The Intergovernmental Panel on Climate Change presented its preliminary report today and concluded that global warming is "very likely" (meaning 90% sure) caused by human activity.
Here are my thoughts as a lay observer:
1. Global warming is real.
2. No one really knows whether this is a long-term trend (leading to glacial melt and loss of all ice caps — which would be catastrophic) or a short-term trend that may slow or reverse itself as a minor variation in global climate stability.
3. It is preposterous to say that the earth has a stable climate; research shows that the earth has always fluctuated in surface temperature, weather patterns, etc., sometimes with great variations lasting for many centuries (ice ages, etc.) or smaller variations lasting for shorter periods of time.

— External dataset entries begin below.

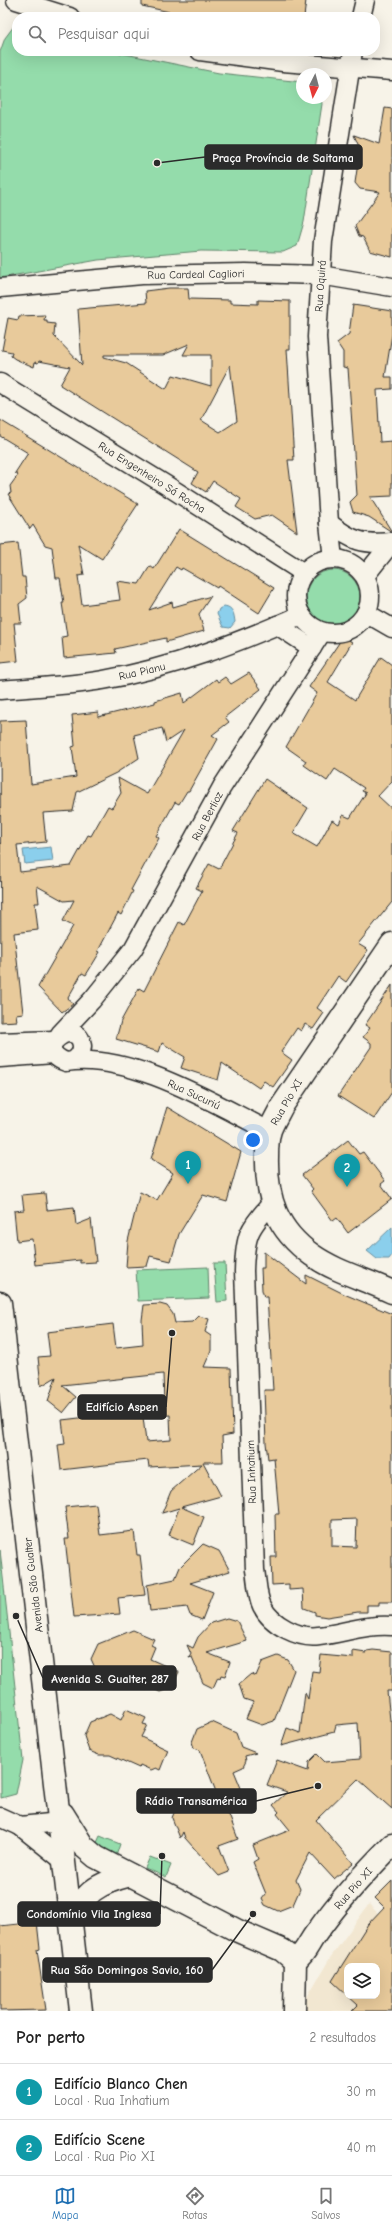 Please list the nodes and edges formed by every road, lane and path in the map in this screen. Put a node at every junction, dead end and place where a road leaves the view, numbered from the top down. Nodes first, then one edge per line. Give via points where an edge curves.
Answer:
1 (16, 0) edge
2 (365, 0) edge
3 (54, 12) edge
4 (362, 12) edge
5 (244, 56) edge
6 (352, 56) edge
7 (349, 68) junction
8 (392, 71) edge
9 (320, 275) junction
10 (392, 287) edge
11 (0, 288) edge
12 (0, 383) edge
13 (329, 524) junction
14 (392, 542) edge
15 (333, 559) junction
16 (304, 574) junction
17 (365, 576) junction
18 (366, 613) junction
19 (301, 615) junction
20 (277, 625) junction
21 (392, 628) edge
22 (322, 632) junction
23 (312, 648) junction
24 (0, 690) edge
25 (392, 944) edge
26 (65, 1041) junction
27 (0, 1042) edge
28 (0, 1058) edge
29 (116, 1064) junction
30 (269, 1131) junction
31 (271, 1204) junction
32 (392, 1292) edge
33 (1, 1314) edge
34 (392, 1626) edge
35 (60, 1814) junction
36 (0, 1817) edge
37 (20, 1826) junction
38 (392, 1845) edge
39 (65, 1862) junction
40 (130, 1875) junction
41 (71, 1924) junction
42 (289, 1956) junction
43 (81, 2011) edge
44 (294, 2011) edge

1 - 3 street
2 - 4 street
5 - 7 street
6 - 7 street, Rua Oquirá
7 - 8 street
7 - 9 street, Rua Oquirá
9 - 10 street, Rua Cardeal Cagliori
9 - 11 street, Rua Cardeal Cagliori via 142,275
9 - 13 street, Rua Oquirá via 317,336
12 - 16 street, Rua Engenheiro Sá Rocha
13 - 14 street via 362,544
13 - 15 street, Rua Oquirá
14 - 17 street
15 - 16 street via 317,562
15 - 17 street via 352,564
16 - 19 street via 296,591 297,606
17 - 18 street via 371,594
18 - 21 street
18 - 22 street via 361,621 349,630 335,634
19 - 20 street, Rua Pianu
19 - 22 street via 308,624
20 - 23 street
20 - 24 street, Rua Pianu via 206,653 135,673 61,686
22 - 23 street, Rua Berlioz
23 - 26 street, Rua Berlioz via 222,788 133,949 92,1000
25 - 30 street, Rua Pio XI via 309,1064
26 - 27 street
26 - 28 street
26 - 29 street, Rua Sucuriú
26 - 29 street, Rua Sucuriú via 59,1060
29 - 30 street, Rua Sucuriú via 146,1072
30 - 31 street, Rua Pio XI via 266,1172
31 - 32 street, Rua Pio XI via 286,1230 312,1255 360,1280
31 - 34 street, Rua Inhatium via 253,1224 247,1237 244,1265 255,1570 262,1605 269,1616 280,1625 304,1635 317,1637 359,1627
33 - 35 street, Avenida São Gualter
35 - 37 street
35 - 39 street, Avenida São Gualter
35 - 40 street via 82,1846 96,1857
36 - 37 street
37 - 39 street
38 - 42 street, Rua Pio XI via 349,1891 316,1933 305,1953
39 - 41 street, Avenida São Gualter
40 - 41 street via 103,1883 89,1893 77,1909
40 - 42 street
41 - 43 street, Avenida São Gualter
42 - 44 street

4. Until recent history (the past 200 years - from the beginning of the industrial revolution) the impact on human activity on climate change would have been zero. Yet climate change occurred even without human interference.
5. Are there other natural circumstances besides human activity that could explain the current warming trend? Yes. Sun activity, tectonic plate movement, volcanic activity, shifting of the earth's magnetic poles, etc.

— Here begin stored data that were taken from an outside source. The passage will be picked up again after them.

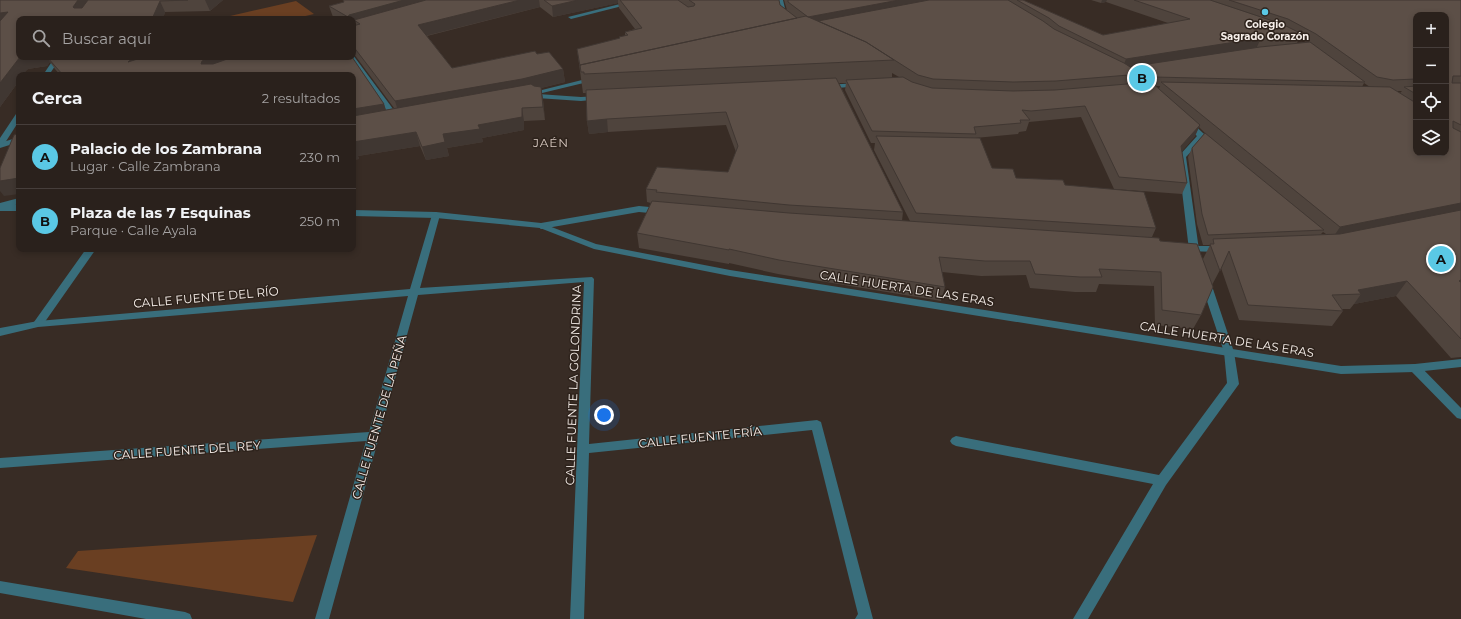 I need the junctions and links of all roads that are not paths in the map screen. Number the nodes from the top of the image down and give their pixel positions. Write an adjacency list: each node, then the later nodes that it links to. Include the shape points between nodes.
1 (643, 0): 3 (street)
2 (780, 0): 4 (street, via 783,15)
3 (571, 17)
4 (789, 19)
5 (56, 60): 7 (street)
6 (354, 60): 13 (street, via 392,120)
7 (48, 72)
8 (601, 78): 11 (street, via 524,95)
9 (867, 85): 10 (street, via 839,90)
10 (814, 87)
11 (604, 98)
12 (1177, 115): 15 (street)
13 (403, 117)
14 (16, 121): 17 (street)
15 (1201, 136): 18 (street); 29 (street, via 1182,157)
16 (16, 140): 17 (street)
17 (0, 145)
18 (1219, 151)
19 (16, 202): 20 (street)
20 (0, 207): 21 (street)
21 (16, 208)
22 (670, 212): 25 (street, via 639,209)
23 (356, 213): 24 (street, CALLE HUERTA DE LAS ERAS)
24 (436, 215): 25 (street, CALLE HUERTA DE LAS ERAS); 31 (street, CALLE FUENTE DE LA PEÑA)
25 (541, 226): 34 (street, CALLE HUERTA DE LAS ERAS, via 594,246 730,273)
26 (1232, 248): 29 (street)
27 (1179, 249): 29 (street)
28 (89, 252): 32 (street)
29 (1196, 253)
30 (1202, 272): 34 (street)
31 (414, 292): 32 (street, CALLE FUENTE DEL RÍO); 38 (street, CALLE FUENTE DE LA PEÑA); 40 (street, CALLE FUENTE LA GOLONDRINA, via 589,279)
32 (38, 324): 33 (street, CALLE FUENTE DEL RÍO)
33 (0, 332)
34 (1229, 352): 36 (street, CALLE HUERTA DE LAS ERAS, via 1341,370); 42 (street, via 1233,384)
35 (1461, 363): 36 (street, CALLE HUERTA DE LAS ERAS)
36 (1415, 368): 37 (street)
37 (1461, 415)
38 (374, 436): 41 (street, CALLE FUENTE DEL REY); 46 (street, CALLE FUENTE DE LA PEÑA)
39 (956, 441): 42 (street)
40 (584, 449): 44 (street, CALLE FUENTE FRÍA, via 817,425); 47 (street, CALLE FUENTE LA GOLONDRINA)
41 (0, 463)
42 (1162, 482): 49 (street)
43 (0, 587): 45 (street)
44 (866, 618): 48 (street)
45 (185, 619)
46 (322, 619)
47 (577, 619)
48 (862, 619)
49 (1080, 619) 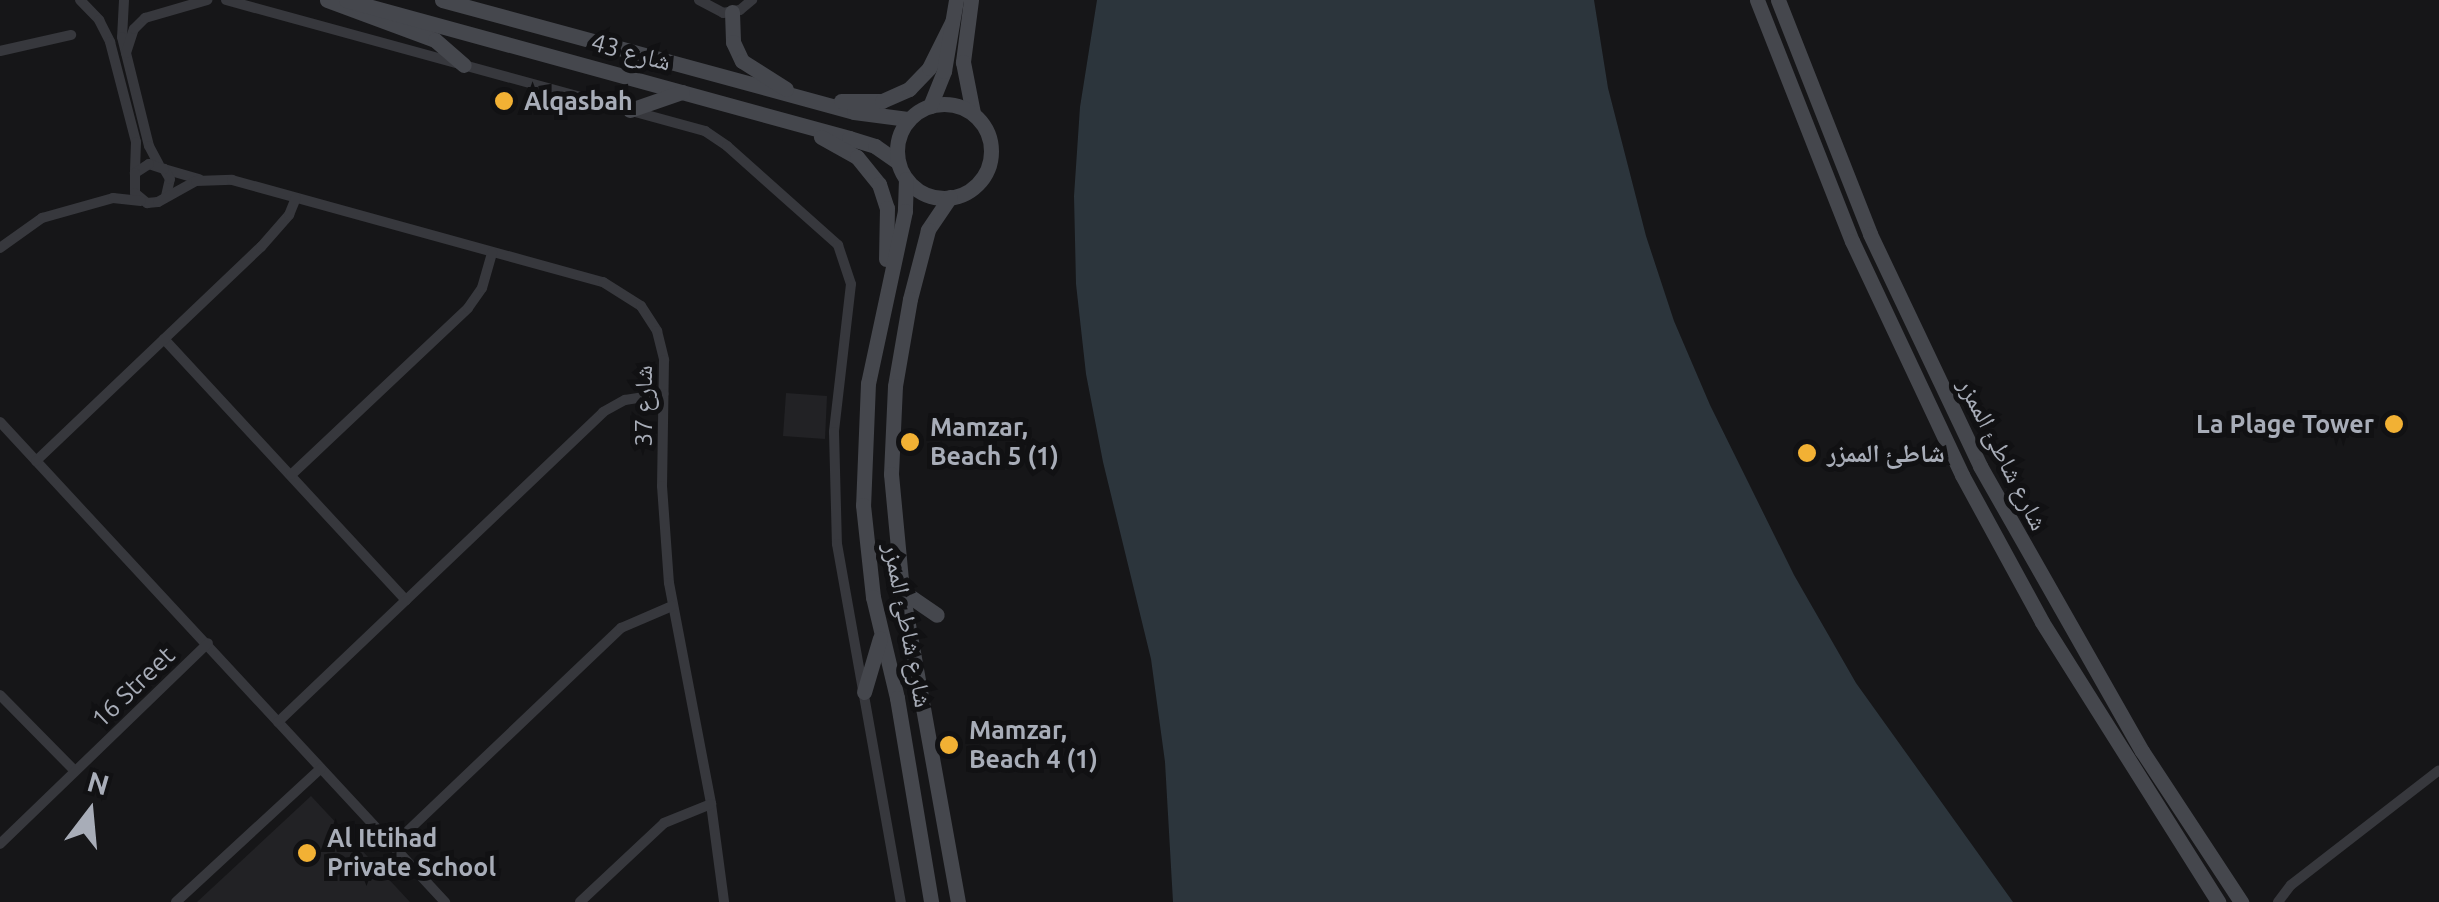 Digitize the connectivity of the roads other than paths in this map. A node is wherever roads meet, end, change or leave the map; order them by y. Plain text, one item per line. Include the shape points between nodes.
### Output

6. Do I believe that human activity is responsible for 90% of the worlds temperature increase? No. But I am 100% sure that it is a contributing factor — perhaps even a significant factor. But nowhere near the 90% factor cited in the report.
7. Do I believe that we should attempt to reduce the pollution and atmospheric emissions that contribute to this warming trend? Yes. But not precipitously. As with pollution in the Los Angeles basin, some things take time. Our nation's release of "global warming-related" pollutants has declined as a percentage of our total national energy and industrial production. Auto emissions have also declined per automobile. This is good, but does not remove the problem. It only keeps it from being worse than it already is.
8. Rapidly developing nations such as Russia, China, and India account for the largest increase in global-warming emissions. These countries, and others like them, have not yet introduced the high technology and expensive additions to the production output that would in any way reduce the "bad" emissions to anything remotely comparable to that of the United States.
9. As one writer to the BBC put it, "Who is going to tell a billion people that they can't have air conditioning or an automobile?"
10. Should we, either as Christians or simply as concerned and responsible citizens of the world, do anything in response to this? Yes, of course. The simple acts of recycling, purchasing more fuel-efficient cars, using our air conditioners less frequently and at lower settings, eating foods that require less processing and transportation and the like will collectively help in this problem.